Assignment
Below are several records. Retype exactly those lines running from the one with "thumb cmc: (434, 468)" through the one with "ring tip: (333, 398)", end lines included, and no others.
⁂
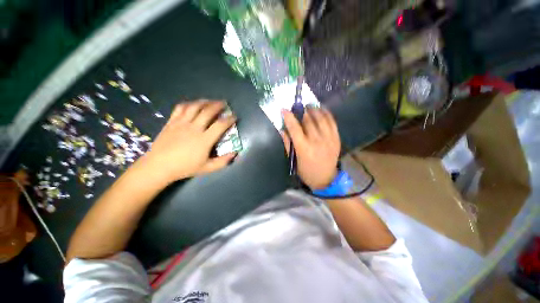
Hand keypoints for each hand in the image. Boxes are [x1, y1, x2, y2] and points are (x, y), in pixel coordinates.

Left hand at [139, 100, 236, 184]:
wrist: (159, 166)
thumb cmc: (185, 167)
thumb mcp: (207, 168)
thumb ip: (223, 161)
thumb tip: (235, 153)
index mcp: (204, 140)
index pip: (220, 125)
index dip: (229, 119)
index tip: (234, 116)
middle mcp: (194, 128)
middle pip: (208, 111)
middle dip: (218, 105)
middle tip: (224, 103)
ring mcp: (181, 123)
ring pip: (194, 107)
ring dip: (205, 102)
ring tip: (211, 101)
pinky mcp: (171, 122)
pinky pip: (180, 108)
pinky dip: (189, 104)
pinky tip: (193, 104)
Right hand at [282, 107, 340, 189]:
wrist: (326, 179)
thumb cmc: (306, 171)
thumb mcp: (294, 160)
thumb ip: (288, 144)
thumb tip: (282, 130)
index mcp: (304, 148)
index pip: (295, 128)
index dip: (289, 117)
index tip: (284, 109)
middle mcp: (317, 141)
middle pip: (309, 121)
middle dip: (302, 111)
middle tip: (298, 106)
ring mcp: (329, 139)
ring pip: (321, 119)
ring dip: (314, 110)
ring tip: (310, 106)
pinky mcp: (337, 139)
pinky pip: (332, 122)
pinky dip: (327, 114)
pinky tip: (322, 109)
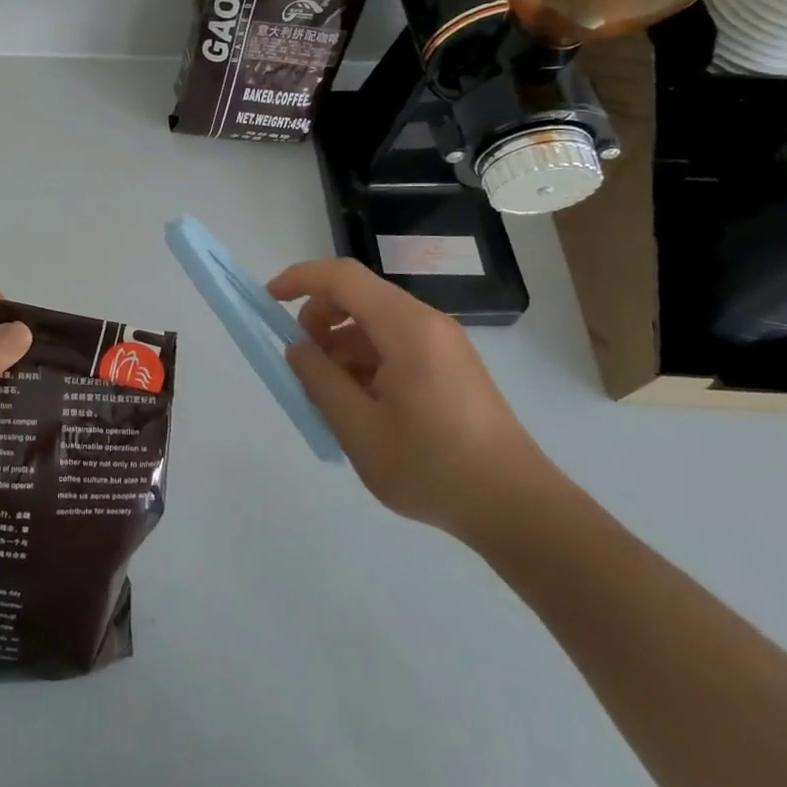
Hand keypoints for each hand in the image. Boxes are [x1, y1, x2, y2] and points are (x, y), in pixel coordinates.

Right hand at [268, 258, 555, 540]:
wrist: (518, 508)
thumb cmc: (434, 468)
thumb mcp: (359, 430)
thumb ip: (319, 380)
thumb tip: (298, 348)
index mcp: (406, 328)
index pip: (342, 277)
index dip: (300, 279)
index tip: (268, 301)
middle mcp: (426, 323)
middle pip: (358, 296)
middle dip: (319, 320)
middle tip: (304, 365)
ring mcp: (443, 343)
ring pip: (374, 322)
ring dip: (341, 346)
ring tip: (333, 398)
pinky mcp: (450, 364)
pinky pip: (394, 343)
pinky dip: (366, 361)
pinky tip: (363, 406)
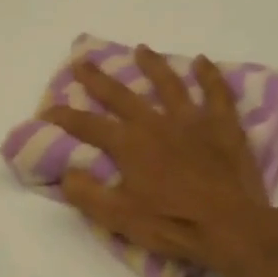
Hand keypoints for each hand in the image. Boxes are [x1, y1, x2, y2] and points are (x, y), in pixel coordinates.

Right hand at [42, 45, 277, 275]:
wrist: (230, 226)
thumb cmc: (172, 224)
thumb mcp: (119, 217)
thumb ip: (87, 193)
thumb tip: (66, 172)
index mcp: (129, 145)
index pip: (88, 125)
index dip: (64, 117)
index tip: (47, 109)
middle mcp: (156, 123)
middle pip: (121, 95)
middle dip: (98, 79)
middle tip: (83, 61)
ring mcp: (192, 120)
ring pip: (169, 84)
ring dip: (153, 65)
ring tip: (142, 49)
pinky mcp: (223, 126)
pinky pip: (216, 93)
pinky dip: (209, 75)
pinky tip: (202, 61)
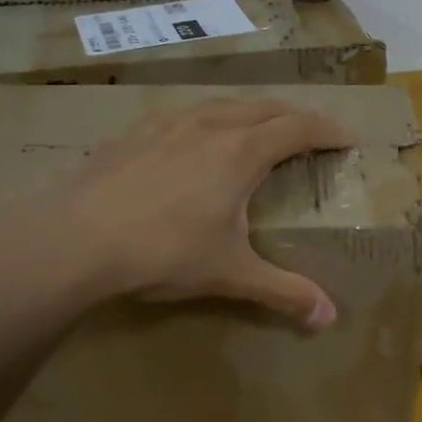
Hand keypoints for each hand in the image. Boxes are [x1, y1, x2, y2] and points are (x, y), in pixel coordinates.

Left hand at [0, 97, 353, 326]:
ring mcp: (168, 124)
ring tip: (258, 129)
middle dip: (294, 115)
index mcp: (242, 152)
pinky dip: (207, 118)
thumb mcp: (231, 274)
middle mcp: (210, 126)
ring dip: (251, 111)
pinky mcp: (134, 132)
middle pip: (264, 106)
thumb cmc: (163, 252)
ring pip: (222, 103)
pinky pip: (184, 113)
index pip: (298, 128)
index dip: (327, 129)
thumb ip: (283, 292)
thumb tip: (329, 318)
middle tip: (310, 131)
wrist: (75, 238)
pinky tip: (194, 137)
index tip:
⁂
Response below
thumb cmc: (434, 468)
thumb mcp: (359, 430)
thumb ip: (319, 380)
thumb tip: (298, 348)
index mcp: (406, 328)
index pip: (342, 277)
index dip: (300, 279)
index tip: (268, 301)
middle mcp: (426, 323)
middle pip: (358, 296)
middle dip: (319, 320)
middle tip: (304, 365)
ring mcp: (443, 343)
ring pip: (374, 322)
ring dip: (341, 346)
ring tip: (333, 398)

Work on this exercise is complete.